The other warning attached to the record is that it’s not what you would call an “easy read.” In other words, you would not want to spin this once, digest the hour-long album, and then decide whether you want to sip the Kool-Aid or the hater-ade. No, Tobacco Road is an 18-track journey that requires you to take it in through multiple listens. And just like the first warning, this one, which basically tells you that the album could tire you out, rings true. The reasons, both positive and negative, are numerous. Tackling the plus side first, it’s clear right from the jump-off that these guys are not messing around. “Trouble Is”, the lead single, is the definition of a phenomenal opening track. Scion spits lyrical heat as he switches from a sing-song approach to a rapid-fire delivery that will have you hitting the rewind button. And his tenacity is matched by Sabzi’s slick production. The head-nodding beat is accentuated by an organ loop that fits the mood perfectly. Perhaps the best part about this track is that when Scion switches up his flow, he does so based on the drum beat laced by Sabzi. Yes, it might seem like the logical thing to do on paper, but few emcees pull it off with such ease.
Although “Trouble Is” is unbelievably dope, it sets the listener up for disappointment. No other track on here can match the heat produced by this one. “Gol’dust” almost gets there with its catchy-as-hell beat. Another track nearly reaching the same heights is “Nina Sing”, which offers a message of anti-violence and an international perspective. It’s just not enough. And “Winter Takes All” is right on the brink, but it is simply not as gripping. It is a solid cut, though, and has some excellent rhyming from Scion. Sabzi even brings one of his best productions for it. But “Trouble Is” reigns supreme and on too high of a level to be matched.

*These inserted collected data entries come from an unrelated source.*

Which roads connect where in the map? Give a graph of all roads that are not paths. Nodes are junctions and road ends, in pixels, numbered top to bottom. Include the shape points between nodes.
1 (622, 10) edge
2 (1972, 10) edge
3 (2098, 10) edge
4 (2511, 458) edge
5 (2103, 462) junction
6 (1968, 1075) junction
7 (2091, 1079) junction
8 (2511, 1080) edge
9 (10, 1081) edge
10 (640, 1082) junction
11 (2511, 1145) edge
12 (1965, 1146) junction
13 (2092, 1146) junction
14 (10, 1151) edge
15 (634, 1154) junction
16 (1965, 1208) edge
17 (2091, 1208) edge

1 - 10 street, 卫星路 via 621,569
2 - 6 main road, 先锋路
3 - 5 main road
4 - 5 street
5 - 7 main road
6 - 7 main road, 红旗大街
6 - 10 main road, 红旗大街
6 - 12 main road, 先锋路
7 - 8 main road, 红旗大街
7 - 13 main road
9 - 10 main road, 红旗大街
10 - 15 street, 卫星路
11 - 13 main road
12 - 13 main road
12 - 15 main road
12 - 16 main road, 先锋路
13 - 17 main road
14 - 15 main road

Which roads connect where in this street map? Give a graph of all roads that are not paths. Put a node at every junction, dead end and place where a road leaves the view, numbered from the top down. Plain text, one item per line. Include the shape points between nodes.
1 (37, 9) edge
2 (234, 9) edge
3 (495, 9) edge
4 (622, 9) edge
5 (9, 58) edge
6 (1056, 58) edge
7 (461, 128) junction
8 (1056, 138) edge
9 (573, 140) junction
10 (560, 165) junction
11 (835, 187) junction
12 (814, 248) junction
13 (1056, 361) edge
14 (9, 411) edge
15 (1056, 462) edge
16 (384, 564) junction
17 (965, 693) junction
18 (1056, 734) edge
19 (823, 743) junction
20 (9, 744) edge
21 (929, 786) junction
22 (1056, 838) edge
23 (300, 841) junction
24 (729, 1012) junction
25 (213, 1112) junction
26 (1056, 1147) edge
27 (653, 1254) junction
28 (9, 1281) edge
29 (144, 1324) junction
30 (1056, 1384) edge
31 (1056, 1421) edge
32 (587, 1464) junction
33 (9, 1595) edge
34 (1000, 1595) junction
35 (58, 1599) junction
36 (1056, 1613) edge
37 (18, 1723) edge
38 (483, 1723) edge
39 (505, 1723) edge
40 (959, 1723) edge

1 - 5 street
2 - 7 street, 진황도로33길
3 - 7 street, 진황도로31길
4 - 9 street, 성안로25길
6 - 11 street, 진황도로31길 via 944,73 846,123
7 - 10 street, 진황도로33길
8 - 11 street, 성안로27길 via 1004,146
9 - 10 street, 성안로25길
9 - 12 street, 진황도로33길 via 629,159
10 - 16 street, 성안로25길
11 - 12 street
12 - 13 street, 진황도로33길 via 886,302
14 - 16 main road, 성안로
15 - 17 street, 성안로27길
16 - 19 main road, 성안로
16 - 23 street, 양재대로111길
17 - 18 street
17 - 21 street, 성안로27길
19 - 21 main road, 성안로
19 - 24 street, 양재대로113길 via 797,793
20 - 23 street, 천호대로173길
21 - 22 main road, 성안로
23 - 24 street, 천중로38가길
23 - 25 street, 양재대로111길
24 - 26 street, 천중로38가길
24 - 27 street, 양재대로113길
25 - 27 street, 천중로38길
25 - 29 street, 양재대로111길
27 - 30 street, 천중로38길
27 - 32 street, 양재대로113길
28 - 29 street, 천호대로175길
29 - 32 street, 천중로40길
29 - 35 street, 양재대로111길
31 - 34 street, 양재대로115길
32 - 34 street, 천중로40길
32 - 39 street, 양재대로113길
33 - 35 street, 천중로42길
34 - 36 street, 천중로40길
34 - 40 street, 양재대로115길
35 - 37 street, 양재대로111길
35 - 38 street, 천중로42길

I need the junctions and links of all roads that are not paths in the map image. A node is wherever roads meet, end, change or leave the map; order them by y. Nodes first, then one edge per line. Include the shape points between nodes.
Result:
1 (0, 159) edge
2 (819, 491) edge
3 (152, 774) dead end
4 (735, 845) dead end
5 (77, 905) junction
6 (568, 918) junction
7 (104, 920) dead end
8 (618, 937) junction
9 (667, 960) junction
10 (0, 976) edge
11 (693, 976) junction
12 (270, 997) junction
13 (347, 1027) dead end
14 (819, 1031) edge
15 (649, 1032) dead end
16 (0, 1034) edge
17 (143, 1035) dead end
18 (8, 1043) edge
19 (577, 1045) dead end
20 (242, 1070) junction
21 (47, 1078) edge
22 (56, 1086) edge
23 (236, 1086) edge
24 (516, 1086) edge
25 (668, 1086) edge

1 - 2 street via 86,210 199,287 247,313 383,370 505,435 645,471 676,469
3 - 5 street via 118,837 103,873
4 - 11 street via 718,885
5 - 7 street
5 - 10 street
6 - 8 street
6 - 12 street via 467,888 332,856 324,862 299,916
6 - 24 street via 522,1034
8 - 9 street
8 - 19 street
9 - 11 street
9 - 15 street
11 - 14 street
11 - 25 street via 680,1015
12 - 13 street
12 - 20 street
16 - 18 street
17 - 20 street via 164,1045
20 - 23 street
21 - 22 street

In Common Market’s defense, this is an album, not just a collection of tracks. And Sabzi does a stellar job of turning the 18 tracks into what is essentially a flowing patchwork of hip-hop. As stated, though, getting through it all can be a cumbersome task. Scion primarily sticks to his sped-up delivery, which can cause your ear to shift toward the production, most of which is great. But a truly solid rap album isn’t at that level because of one facet, be it the beats or the rhymes. That is where Tobacco Road falls short. Many tracks here are sick simply because of Sabzi’s soulful, jazz-tinged production. He kills it whether it’s a somber joint like “Weather Vane” or a more upbeat cut like “Certitude”. As strong of an emcee Scion is, the production is what really stands out. It’s that fact, though, that keeps this record from being more than merely “good”.